Some FZ x Early Prolific F2 segregants had dark green fruit with conspicuous light green-cream spots. After 50 days past anthesis, the lighter spots turned yellow-cream while the dark green “background” remained. Cross sections of tissues of these fruit showed that the light green-cream spots were due to plastidless areas beneath stomata which served as a “window” to the lower cell layers which were filled with chloroplasts. However, when the chloroplasts of the inner cell layers converted to yellow chromoplasts the color change was observed through the “window”.
The ability of different subepidermal cell layers to undergo differential plastid development is no doubt very important in determining the different pigmentation patterns of C. pepo fruit. For example, in one F2 segregant from FZ x Small Sugar the fruit developed a shiny black skin, similar to FZ. Actually, its subepidermal layer was made up of two somewhat distinct layers: a heavily pigmented upper layer with a very high chloroplast concentration and a lighter pigmented lower layer with a sparser chloroplast concentration. Portions of the dark layer degreened without converting to chromoplasts, unmasking the lighter green area below. Portions of the lighter green area did develop chromoplasts yielding a fruit with dark green, light green and orange splotches.
The genetic and physiological factors determining which cell layers undergo plastid development remain to be delineated.
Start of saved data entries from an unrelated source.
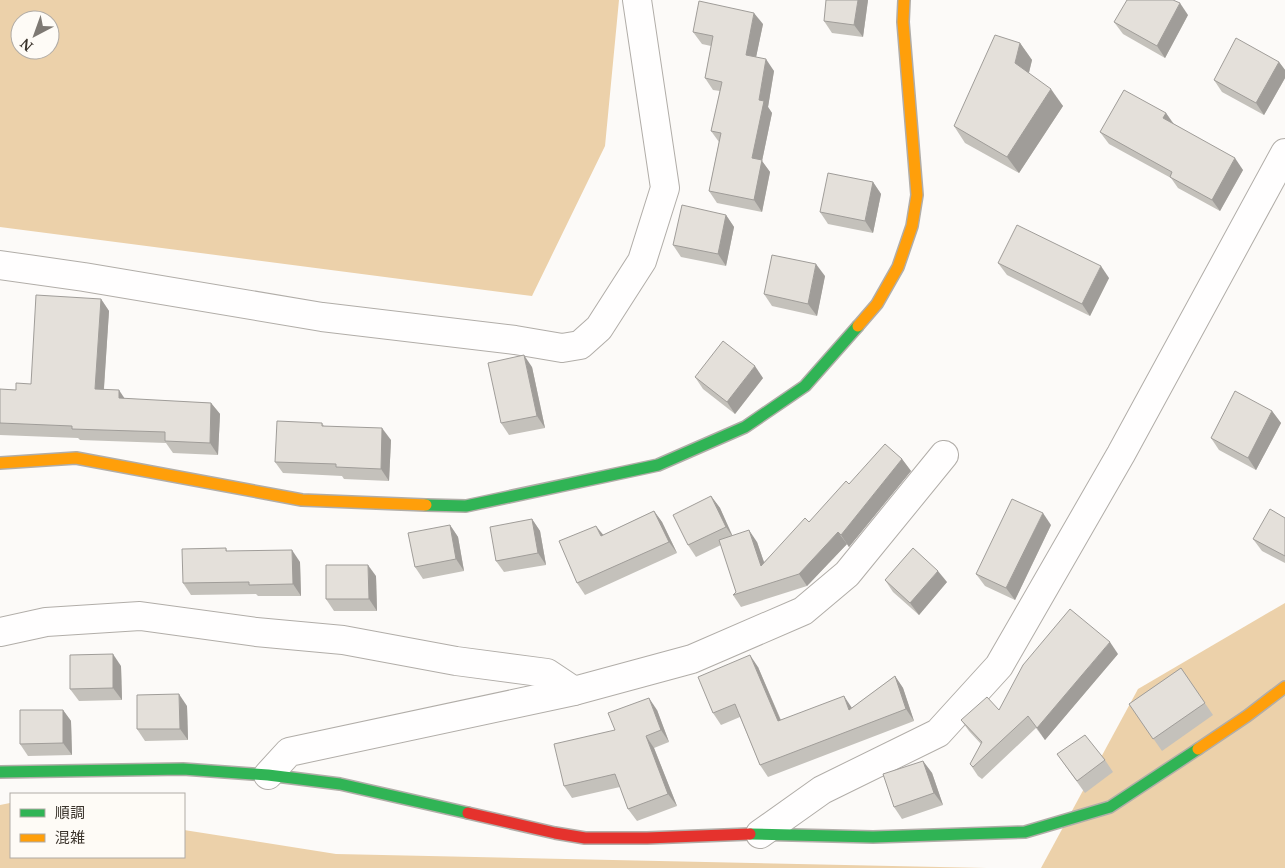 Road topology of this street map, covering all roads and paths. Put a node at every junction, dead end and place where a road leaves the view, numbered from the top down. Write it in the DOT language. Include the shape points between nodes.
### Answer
graph roads {
  1 [pos="637,0"];
  2 [pos="904,0"];
  3 [pos="1285,153"];
  4 [pos="0,265"];
  5 [pos="944,455"];
  6 [pos="0,463"];
  7 [pos="0,632"];
  8 [pos="1285,687"];
  9 [pos="574,691"];
  10 [pos="0,772"];
  11 [pos="268,775"];
  12 [pos="760,834"];
  1 -- 4 [label="street" via="665,188 642,261 599,328 580,345 562,348 322,316"];
  2 -- 6 [label="street" via="903,22 918,195 912,226 898,267 878,304 805,386 745,427 658,465 466,506 302,500 76,458"];
  3 -- 12 [label="street" via="1121,454 999,666 938,733 822,790"];
  5 -- 9 [label="street" via="847,574 803,611 692,659"];
  7 -- 9 [label="street" via="46,622 140,616 343,640 456,661 547,673"];
  8 -- 12 [label="street" via="1247,716 1110,806 1025,832 873,837"];
  9 -- 11 [label="street" via="289,752"];
  10 -- 11 [label="street" via="183,769"];
  11 -- 12 [label="street" via="340,784 585,838"];
} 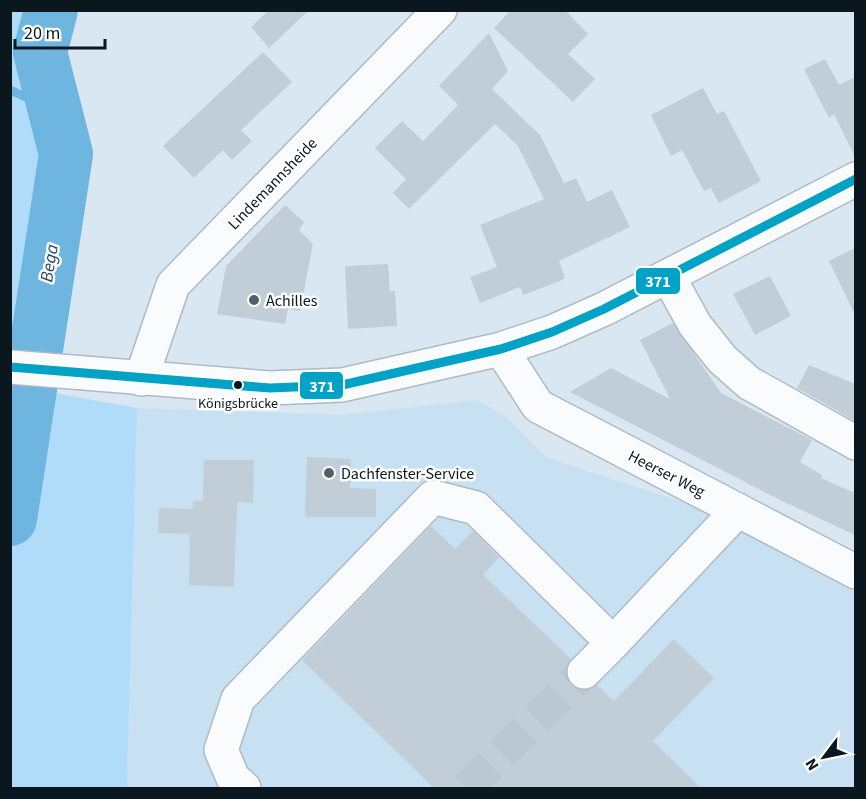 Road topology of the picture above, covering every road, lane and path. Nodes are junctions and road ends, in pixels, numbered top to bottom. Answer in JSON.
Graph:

However, a developmental and histological approach to fruit pigmentation in C. pepo would no doubt add to our further understanding of this colorful subject.
Literature Cited
- Barber, K. G. 1909. Comparative histology of fruits and seeds, of certain species of Cucurbitaceae. Bot. Gaz. 47:263–310.
- Shifriss, O. 1949. A developmental approach to the genetics of fruit color in Cucurbita pepo L. J. Heredity 40:233–241.
1Present address: The Hebrew University of Jerusalem, Rehovet 76-100, Israel.
2Present address: The Pennsylvania State University, University Park, PA 16802.